== Segment start ==
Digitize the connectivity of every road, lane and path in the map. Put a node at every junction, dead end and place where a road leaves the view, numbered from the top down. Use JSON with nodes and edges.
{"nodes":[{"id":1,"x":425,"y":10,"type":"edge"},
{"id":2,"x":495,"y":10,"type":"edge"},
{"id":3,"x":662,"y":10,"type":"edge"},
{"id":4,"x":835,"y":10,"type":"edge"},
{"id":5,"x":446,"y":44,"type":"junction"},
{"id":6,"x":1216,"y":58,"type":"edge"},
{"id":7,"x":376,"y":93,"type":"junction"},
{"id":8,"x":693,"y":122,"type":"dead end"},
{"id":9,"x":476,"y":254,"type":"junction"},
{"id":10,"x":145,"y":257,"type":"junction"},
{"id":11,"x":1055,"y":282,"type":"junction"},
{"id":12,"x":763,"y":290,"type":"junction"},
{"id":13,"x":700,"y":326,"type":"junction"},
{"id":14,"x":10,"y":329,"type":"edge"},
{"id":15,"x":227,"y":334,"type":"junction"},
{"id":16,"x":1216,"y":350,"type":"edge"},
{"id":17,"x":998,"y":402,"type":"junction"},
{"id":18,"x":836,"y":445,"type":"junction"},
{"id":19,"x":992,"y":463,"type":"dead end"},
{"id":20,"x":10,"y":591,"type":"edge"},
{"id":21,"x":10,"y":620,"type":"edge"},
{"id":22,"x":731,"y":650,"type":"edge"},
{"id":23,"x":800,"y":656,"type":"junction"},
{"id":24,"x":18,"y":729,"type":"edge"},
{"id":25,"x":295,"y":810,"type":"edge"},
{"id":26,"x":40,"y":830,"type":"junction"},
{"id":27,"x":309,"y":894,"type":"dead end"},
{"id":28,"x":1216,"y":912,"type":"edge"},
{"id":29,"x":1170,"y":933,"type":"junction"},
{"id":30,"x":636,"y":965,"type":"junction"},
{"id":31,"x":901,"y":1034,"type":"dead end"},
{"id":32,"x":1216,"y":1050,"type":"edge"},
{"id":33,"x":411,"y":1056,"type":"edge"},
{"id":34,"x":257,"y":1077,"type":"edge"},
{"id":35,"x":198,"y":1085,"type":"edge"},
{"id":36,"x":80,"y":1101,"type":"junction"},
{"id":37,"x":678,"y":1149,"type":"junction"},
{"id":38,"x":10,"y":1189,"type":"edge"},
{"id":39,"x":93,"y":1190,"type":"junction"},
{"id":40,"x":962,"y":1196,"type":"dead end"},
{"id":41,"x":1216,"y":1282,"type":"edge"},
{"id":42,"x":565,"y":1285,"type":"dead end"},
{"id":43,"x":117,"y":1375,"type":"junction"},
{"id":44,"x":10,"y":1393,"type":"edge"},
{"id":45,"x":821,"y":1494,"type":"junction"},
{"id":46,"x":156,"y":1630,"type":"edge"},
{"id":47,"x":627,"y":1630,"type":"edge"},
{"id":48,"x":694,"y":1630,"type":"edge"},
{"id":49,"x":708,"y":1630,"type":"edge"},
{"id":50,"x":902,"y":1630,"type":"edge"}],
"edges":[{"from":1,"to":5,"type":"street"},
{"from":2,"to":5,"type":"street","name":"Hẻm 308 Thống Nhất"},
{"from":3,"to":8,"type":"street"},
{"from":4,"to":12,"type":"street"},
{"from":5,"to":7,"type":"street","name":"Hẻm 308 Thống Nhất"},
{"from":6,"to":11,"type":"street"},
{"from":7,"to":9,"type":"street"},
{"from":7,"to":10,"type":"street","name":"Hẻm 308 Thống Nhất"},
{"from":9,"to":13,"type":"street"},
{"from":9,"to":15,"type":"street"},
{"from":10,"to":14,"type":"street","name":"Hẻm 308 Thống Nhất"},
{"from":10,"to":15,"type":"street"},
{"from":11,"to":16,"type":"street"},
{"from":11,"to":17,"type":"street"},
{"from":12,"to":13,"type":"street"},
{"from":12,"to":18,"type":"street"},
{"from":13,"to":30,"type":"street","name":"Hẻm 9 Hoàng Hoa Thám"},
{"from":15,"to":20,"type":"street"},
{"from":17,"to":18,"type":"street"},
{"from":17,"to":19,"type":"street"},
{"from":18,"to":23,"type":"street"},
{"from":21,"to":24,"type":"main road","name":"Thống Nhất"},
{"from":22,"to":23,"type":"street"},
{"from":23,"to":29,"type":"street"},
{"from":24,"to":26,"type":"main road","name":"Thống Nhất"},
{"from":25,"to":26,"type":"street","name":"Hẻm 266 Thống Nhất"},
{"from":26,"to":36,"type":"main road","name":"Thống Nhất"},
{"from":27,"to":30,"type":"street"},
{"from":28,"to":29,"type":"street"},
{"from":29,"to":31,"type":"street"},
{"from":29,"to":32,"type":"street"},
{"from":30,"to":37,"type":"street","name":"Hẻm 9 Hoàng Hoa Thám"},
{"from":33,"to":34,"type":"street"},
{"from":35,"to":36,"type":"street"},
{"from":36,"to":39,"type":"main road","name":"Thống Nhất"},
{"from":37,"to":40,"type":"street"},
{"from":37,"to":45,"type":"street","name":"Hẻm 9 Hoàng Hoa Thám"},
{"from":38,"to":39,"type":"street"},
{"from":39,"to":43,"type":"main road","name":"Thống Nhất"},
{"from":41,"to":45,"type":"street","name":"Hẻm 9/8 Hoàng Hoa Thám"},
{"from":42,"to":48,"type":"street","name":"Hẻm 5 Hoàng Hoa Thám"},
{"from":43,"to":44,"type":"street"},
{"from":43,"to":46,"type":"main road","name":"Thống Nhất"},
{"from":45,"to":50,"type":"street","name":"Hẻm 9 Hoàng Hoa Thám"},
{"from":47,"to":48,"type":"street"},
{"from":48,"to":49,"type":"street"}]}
== Segment end ==
__Task brief__: Transcribe the entire listing. Leave every word as it is.

__Task answer__:
Digitize the connectivity of every road, lane and path in the map. Put a node at every junction, dead end and place where a road leaves the view, numbered from the top down. Use JSON with nodes and edges.
{"nodes":[{"id":1,"x":425,"y":10,"type":"edge"},
{"id":2,"x":495,"y":10,"type":"edge"},
{"id":3,"x":662,"y":10,"type":"edge"},
{"id":4,"x":835,"y":10,"type":"edge"},
{"id":5,"x":446,"y":44,"type":"junction"},
{"id":6,"x":1216,"y":58,"type":"edge"},
{"id":7,"x":376,"y":93,"type":"junction"},
{"id":8,"x":693,"y":122,"type":"dead end"},
{"id":9,"x":476,"y":254,"type":"junction"},
{"id":10,"x":145,"y":257,"type":"junction"},
{"id":11,"x":1055,"y":282,"type":"junction"},
{"id":12,"x":763,"y":290,"type":"junction"},
{"id":13,"x":700,"y":326,"type":"junction"},
{"id":14,"x":10,"y":329,"type":"edge"},
{"id":15,"x":227,"y":334,"type":"junction"},
{"id":16,"x":1216,"y":350,"type":"edge"},
{"id":17,"x":998,"y":402,"type":"junction"},
{"id":18,"x":836,"y":445,"type":"junction"},
{"id":19,"x":992,"y":463,"type":"dead end"},
{"id":20,"x":10,"y":591,"type":"edge"},
{"id":21,"x":10,"y":620,"type":"edge"},
{"id":22,"x":731,"y":650,"type":"edge"},
{"id":23,"x":800,"y":656,"type":"junction"},
{"id":24,"x":18,"y":729,"type":"edge"},
{"id":25,"x":295,"y":810,"type":"edge"},
{"id":26,"x":40,"y":830,"type":"junction"},
{"id":27,"x":309,"y":894,"type":"dead end"},
{"id":28,"x":1216,"y":912,"type":"edge"},
{"id":29,"x":1170,"y":933,"type":"junction"},
{"id":30,"x":636,"y":965,"type":"junction"},
{"id":31,"x":901,"y":1034,"type":"dead end"},
{"id":32,"x":1216,"y":1050,"type":"edge"},
{"id":33,"x":411,"y":1056,"type":"edge"},
{"id":34,"x":257,"y":1077,"type":"edge"},
{"id":35,"x":198,"y":1085,"type":"edge"},
{"id":36,"x":80,"y":1101,"type":"junction"},
{"id":37,"x":678,"y":1149,"type":"junction"},
{"id":38,"x":10,"y":1189,"type":"edge"},
{"id":39,"x":93,"y":1190,"type":"junction"},
{"id":40,"x":962,"y":1196,"type":"dead end"},
{"id":41,"x":1216,"y":1282,"type":"edge"},
{"id":42,"x":565,"y":1285,"type":"dead end"},
{"id":43,"x":117,"y":1375,"type":"junction"},
{"id":44,"x":10,"y":1393,"type":"edge"},
{"id":45,"x":821,"y":1494,"type":"junction"},
{"id":46,"x":156,"y":1630,"type":"edge"},
{"id":47,"x":627,"y":1630,"type":"edge"},
{"id":48,"x":694,"y":1630,"type":"edge"},
{"id":49,"x":708,"y":1630,"type":"edge"},
{"id":50,"x":902,"y":1630,"type":"edge"}],
"edges":[{"from":1,"to":5,"type":"street"},
{"from":2,"to":5,"type":"street","name":"Hẻm 308 Thống Nhất"},
{"from":3,"to":8,"type":"street"},
{"from":4,"to":12,"type":"street"},
{"from":5,"to":7,"type":"street","name":"Hẻm 308 Thống Nhất"},
{"from":6,"to":11,"type":"street"},
{"from":7,"to":9,"type":"street"},
{"from":7,"to":10,"type":"street","name":"Hẻm 308 Thống Nhất"},
{"from":9,"to":13,"type":"street"},
{"from":9,"to":15,"type":"street"},
{"from":10,"to":14,"type":"street","name":"Hẻm 308 Thống Nhất"},
{"from":10,"to":15,"type":"street"},
{"from":11,"to":16,"type":"street"},
{"from":11,"to":17,"type":"street"},
{"from":12,"to":13,"type":"street"},
{"from":12,"to":18,"type":"street"},
{"from":13,"to":30,"type":"street","name":"Hẻm 9 Hoàng Hoa Thám"},
{"from":15,"to":20,"type":"street"},
{"from":17,"to":18,"type":"street"},
{"from":17,"to":19,"type":"street"},
{"from":18,"to":23,"type":"street"},
{"from":21,"to":24,"type":"main road","name":"Thống Nhất"},
{"from":22,"to":23,"type":"street"},
{"from":23,"to":29,"type":"street"},
{"from":24,"to":26,"type":"main road","name":"Thống Nhất"},
{"from":25,"to":26,"type":"street","name":"Hẻm 266 Thống Nhất"},
{"from":26,"to":36,"type":"main road","name":"Thống Nhất"},
{"from":27,"to":30,"type":"street"},
{"from":28,"to":29,"type":"street"},
{"from":29,"to":31,"type":"street"},
{"from":29,"to":32,"type":"street"},
{"from":30,"to":37,"type":"street","name":"Hẻm 9 Hoàng Hoa Thám"},
{"from":33,"to":34,"type":"street"},
{"from":35,"to":36,"type":"street"},
{"from":36,"to":39,"type":"main road","name":"Thống Nhất"},
{"from":37,"to":40,"type":"street"},
{"from":37,"to":45,"type":"street","name":"Hẻm 9 Hoàng Hoa Thám"},
{"from":38,"to":39,"type":"street"},
{"from":39,"to":43,"type":"main road","name":"Thống Nhất"},
{"from":41,"to":45,"type":"street","name":"Hẻm 9/8 Hoàng Hoa Thám"},
{"from":42,"to":48,"type":"street","name":"Hẻm 5 Hoàng Hoa Thám"},
{"from":43,"to":44,"type":"street"},
{"from":43,"to":46,"type":"main road","name":"Thống Nhất"},
{"from":45,"to":50,"type":"street","name":"Hẻm 9 Hoàng Hoa Thám"},
{"from":47,"to":48,"type":"street"},
{"from":48,"to":49,"type":"street"}]}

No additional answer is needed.